Not so fast, says Rumsfeld, who is worried that the "enormously expensive" expansion of active-duty forces could sap funds from other priorities, such as developing new high-technology weaponry and transforming the military to face future threats. It costs about $50,000 to recruit, train, and pay a new enlistee in the first year, while costs for a new officer run about $90,000.

"I am very reluctant to increase end strength, if I can avoid it," Rumsfeld told a meeting of troops in Illinois two weeks ago. "Resources are always finite, and the question is, would we be better off increasing manpower or increasing capability and lethality?"

Instead, Rumsfeld seeks to use the personnel crunch to goad the services into scaling back on non-military duties – such as overseas peacekeeping and US homeland security – that siphon resources from fighting war. It is, he admits, an uphill battle. "I'm a little alone in my view on this," he said in Kyrgyzstan this weekend.

Using manpower as a carrot, Rumsfeld has asked each of the services to come up with "a reasonable program ... to bring people who are doing nonmilitary functions, back into the military." In return, he says he will grant them the flexibility – but not necessarily the money – to increase their ranks by 2 percent.

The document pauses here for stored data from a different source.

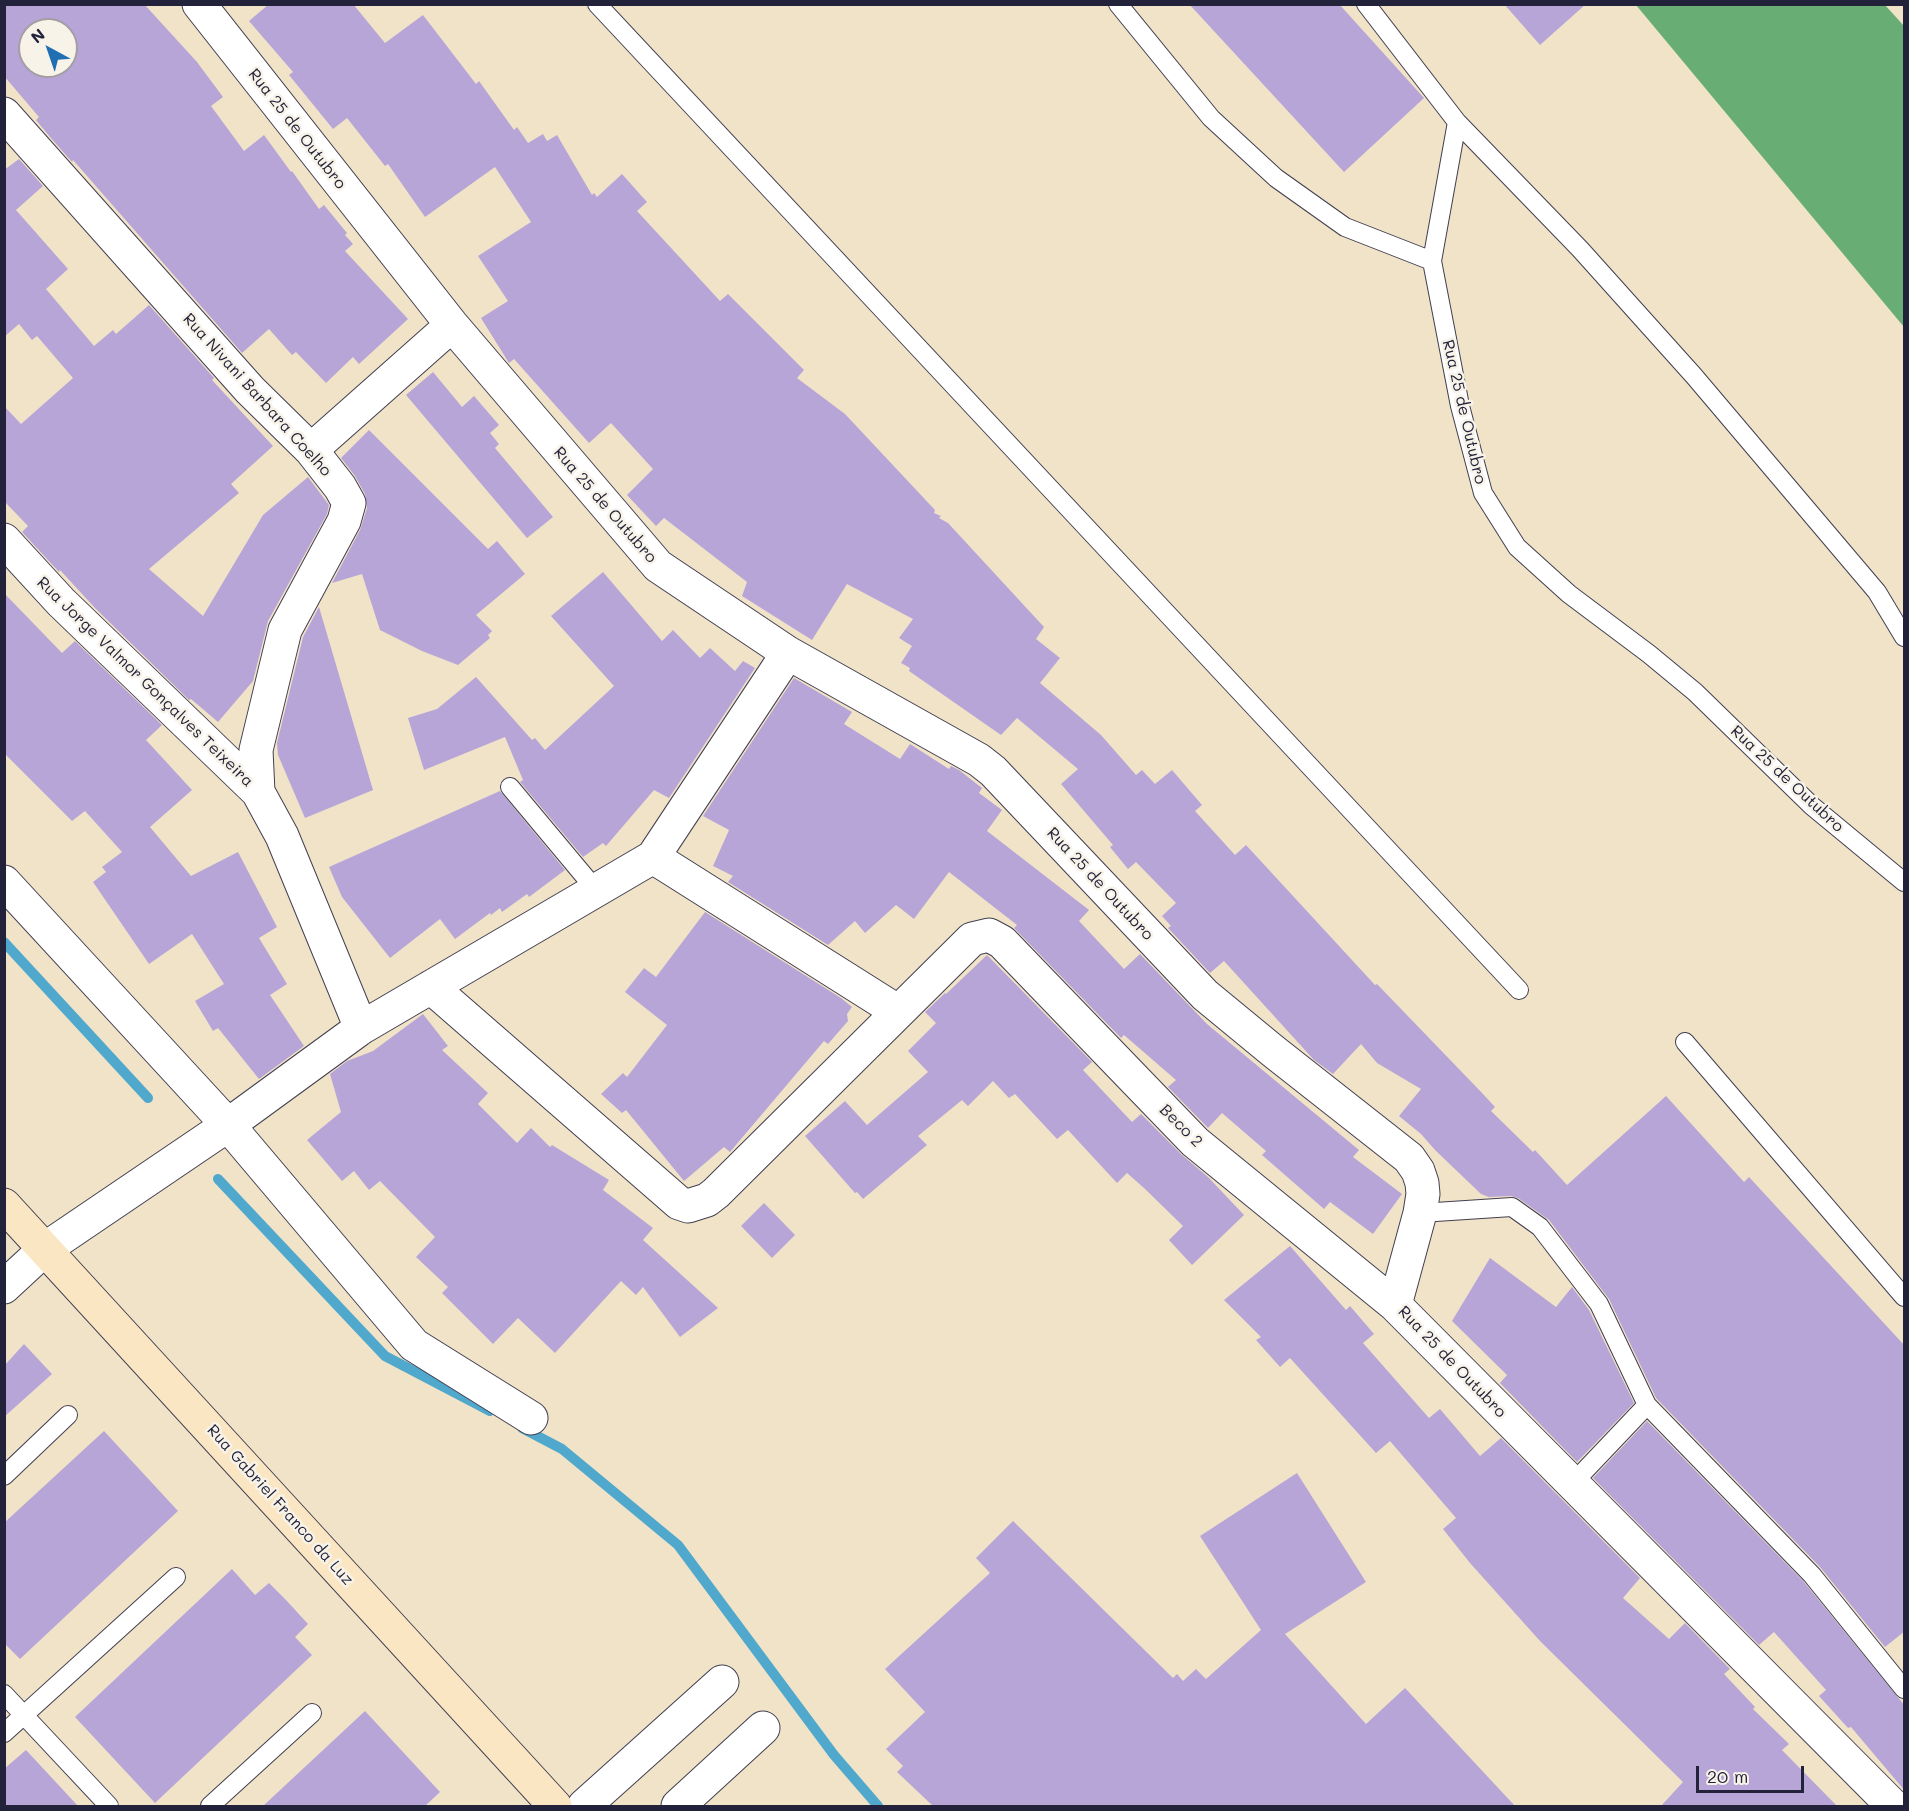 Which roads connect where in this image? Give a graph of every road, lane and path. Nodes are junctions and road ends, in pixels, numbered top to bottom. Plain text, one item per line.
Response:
1 (199, 4) edge
2 (597, 4) edge
3 (1118, 4) edge
4 (1366, 4) edge
5 (4, 114) edge
6 (1457, 122) junction
7 (1432, 261) junction
8 (452, 325) junction
9 (311, 450) junction
10 (4, 540) edge
11 (1905, 637) edge
12 (788, 653) junction
13 (510, 787) dead end
14 (258, 792) junction
15 (654, 857) junction
16 (4, 882) edge
17 (1905, 882) edge
18 (596, 890) junction
19 (432, 987) junction
20 (1519, 990) dead end
21 (897, 1011) junction
22 (361, 1028) junction
23 (1685, 1041) dead end
24 (228, 1125) junction
25 (4, 1204) edge
26 (1420, 1213) junction
27 (45, 1249) junction
28 (4, 1287) edge
29 (1905, 1297) edge
30 (1395, 1305) junction
31 (1647, 1405) junction
32 (68, 1415) dead end
33 (531, 1418) dead end
34 (4, 1476) edge
35 (1572, 1484) junction
36 (176, 1577) dead end
37 (722, 1682) dead end
38 (1905, 1689) edge
39 (4, 1694) edge
40 (312, 1713) dead end
41 (24, 1715) junction
42 (763, 1728) dead end
43 (4, 1733) edge
44 (109, 1806) edge
45 (210, 1806) edge
46 (555, 1806) edge
47 (584, 1806) edge
48 (678, 1806) edge
49 (1893, 1806) edge

1 - 8 street, Rua 25 de Outubro
2 - 20 lane
3 - 7 lane
4 - 6 lane
5 - 9 street, Rua Nivani Barbara Coelho
6 - 7 lane, Rua 25 de Outubro
6 - 11 lane
7 - 17 lane, Rua 25 de Outubro
8 - 9 street
8 - 12 street, Rua 25 de Outubro
9 - 14 street, Rua Nivani Barbara Coelho
10 - 14 street, Rua Jorge Valmor Gonçalves Teixeira
12 - 15 street
12 - 26 street, Rua 25 de Outubro
13 - 18 lane
14 - 22 street, Rua Jorge Valmor Gonçalves Teixeira
15 - 18 street
15 - 21 street
16 - 24 street
18 - 19 street
19 - 21 street
19 - 22 street
21 - 30 street, Beco 2
22 - 24 street
23 - 29 lane
24 - 27 street
24 - 33 street
25 - 27 street, Rua Gabriel Franco da Luz
26 - 30 street, Rua 25 de Outubro
26 - 31 lane
27 - 28 street
27 - 46 street, Rua Gabriel Franco da Luz
30 - 35 street, Rua 25 de Outubro
31 - 35 lane
31 - 38 lane
32 - 34 lane
35 - 49 street, Rua 25 de Outubro
36 - 41 lane
37 - 47 street
39 - 41 lane
40 - 45 lane
41 - 43 lane
41 - 44 lane
42 - 48 street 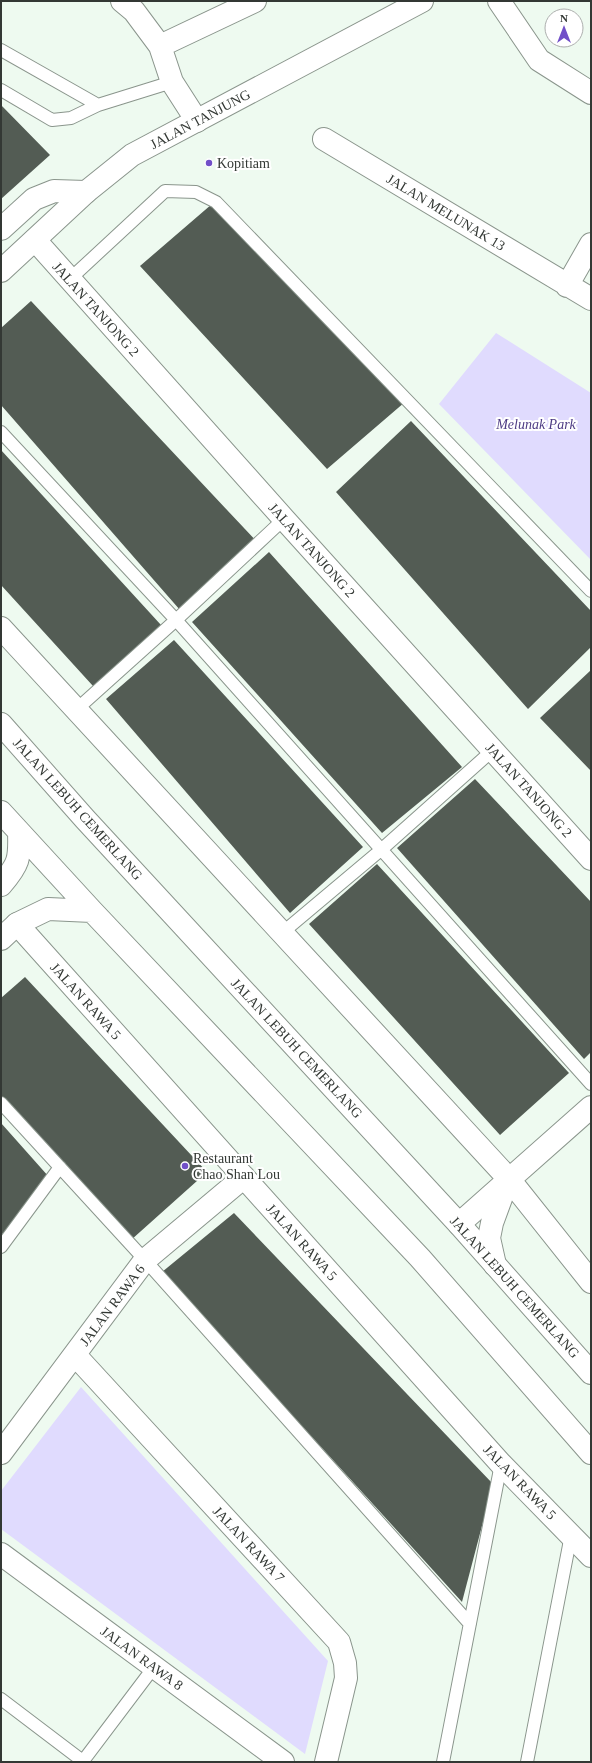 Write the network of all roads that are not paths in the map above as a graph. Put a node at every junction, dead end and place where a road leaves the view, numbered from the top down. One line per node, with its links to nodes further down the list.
1 (122, 1): 5 (street)
2 (255, 1): 5 (street)
3 (422, 1): 11 (street, JALAN TANJUNG)
4 (499, 1): 9 (street)
5 (160, 46): 7 (street)
6 (1, 50): 10 (lane)
7 (172, 82): 10 (lane); 11 (street)
8 (1, 90): 10 (lane)
9 (591, 93)
10 (98, 105)
11 (197, 121): 13 (street, JALAN TANJUNG)
12 (324, 139): 19 (street, JALAN MELUNAK 13)
13 (86, 192): 14 (street); 15 (street, JALAN TANJUNG)
14 (1, 229)
15 (35, 240): 17 (street, JALAN TANJUNG); 18 (street, JALAN TANJONG 2)
16 (591, 244): 19 (street)
17 (1, 271)
18 (70, 279): 22 (street, JALAN TANJONG 2); 23 (lane)
19 (567, 286): 20 (street, JALAN MELUNAK 13)
20 (591, 299)
21 (1, 432): 24 (lane)
22 (284, 519): 24 (lane); 28 (street, JALAN TANJONG 2)
23 (591, 591)
24 (176, 620): 26 (lane); 31 (lane)
25 (1, 628): 26 (street)
26 (77, 710): 36 (street)
27 (1, 724): 44 (street, JALAN LEBUH CEMERLANG)
28 (493, 750): 31 (lane); 32 (street, JALAN TANJONG 2)
29 (1, 812): 30 (street)
30 (19, 832): 33 (street); 34 (street)
31 (382, 849): 36 (lane); 38 (lane)
32 (591, 859)
33 (1, 885)
34 (92, 911): 35 (street); 52 (street)
35 (18, 924): 37 (street); 42 (street, JALAN RAWA 5)
36 (282, 933): 43 (street)
37 (1, 940)
38 (591, 1084)
39 (1, 1103): 41 (lane)
40 (591, 1107): 43 (street)
41 (60, 1167): 45 (lane); 46 (lane)
42 (244, 1177): 46 (street, JALAN RAWA 6); 53 (street, JALAN RAWA 5)
43 (508, 1179): 44 (street); 47 (street); 48 (street)
44 (459, 1224): 47 (street, JALAN LEBUH CEMERLANG)
45 (1, 1247)
46 (145, 1260): 49 (street, JALAN RAWA 6); 57 (lane)
47 (495, 1265): 50 (street, JALAN LEBUH CEMERLANG)
48 (591, 1282)
49 (75, 1355): 51 (street, JALAN RAWA 6); 62 (street, JALAN RAWA 7)
50 (591, 1373)
51 (1, 1453)
52 (591, 1453)
53 (501, 1464): 54 (street, JALAN RAWA 5); 57 (lane)
54 (571, 1535): 56 (street, JALAN RAWA 5); 64 (lane)
55 (1, 1554): 58 (street, JALAN RAWA 8)
56 (591, 1556)
57 (470, 1624): 63 (lane)
58 (154, 1667): 60 (lane); 61 (street, JALAN RAWA 8)
59 (1, 1699): 60 (lane)
60 (84, 1761)
61 (283, 1762)
62 (326, 1762)
63 (443, 1762)
64 (527, 1762)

High on Rumsfeld's list of targets for cutbacks are international peacekeeping missions, popular under the Clinton administration, such as in the Balkans and Sinai Peninsula. Partly at his urging, the United States has started a process of drawing down its 7,500 troops currently serving as peacekeepers in Bosnia and Kosovo.

As for US involvement with the multinational force sent to the Sinai two decades ago, Rumsfeld speaks of it as an anachronism. Of the 800 troops there, "some three or four hundred of them are simply cooks and doing administrative things which could be contracted out," he says. "The idea that we have to leave people in the Sinai for 22 years seems to me to be a reach."

If peeling potatoes on the Red Sea does not rank highly with Rumsfeld as a military mission, neither do many civilian jobs performed by US forces at home – from border patrol and airport security to immigration and customs. Currently, some 7,600 National Guard troops are engaged in those duties, a role Rumsfeld seeks to end.

Military personnel officials agree that many jobs not essential to combat could be handled by private contractors or transferred to other government agencies. "This is about trying to 'right size' so you can fight, but not have so many people cutting lawns, because you don't need someone to cut lawns in combat," said one military official. "They have other ways of defoliating," he quipped.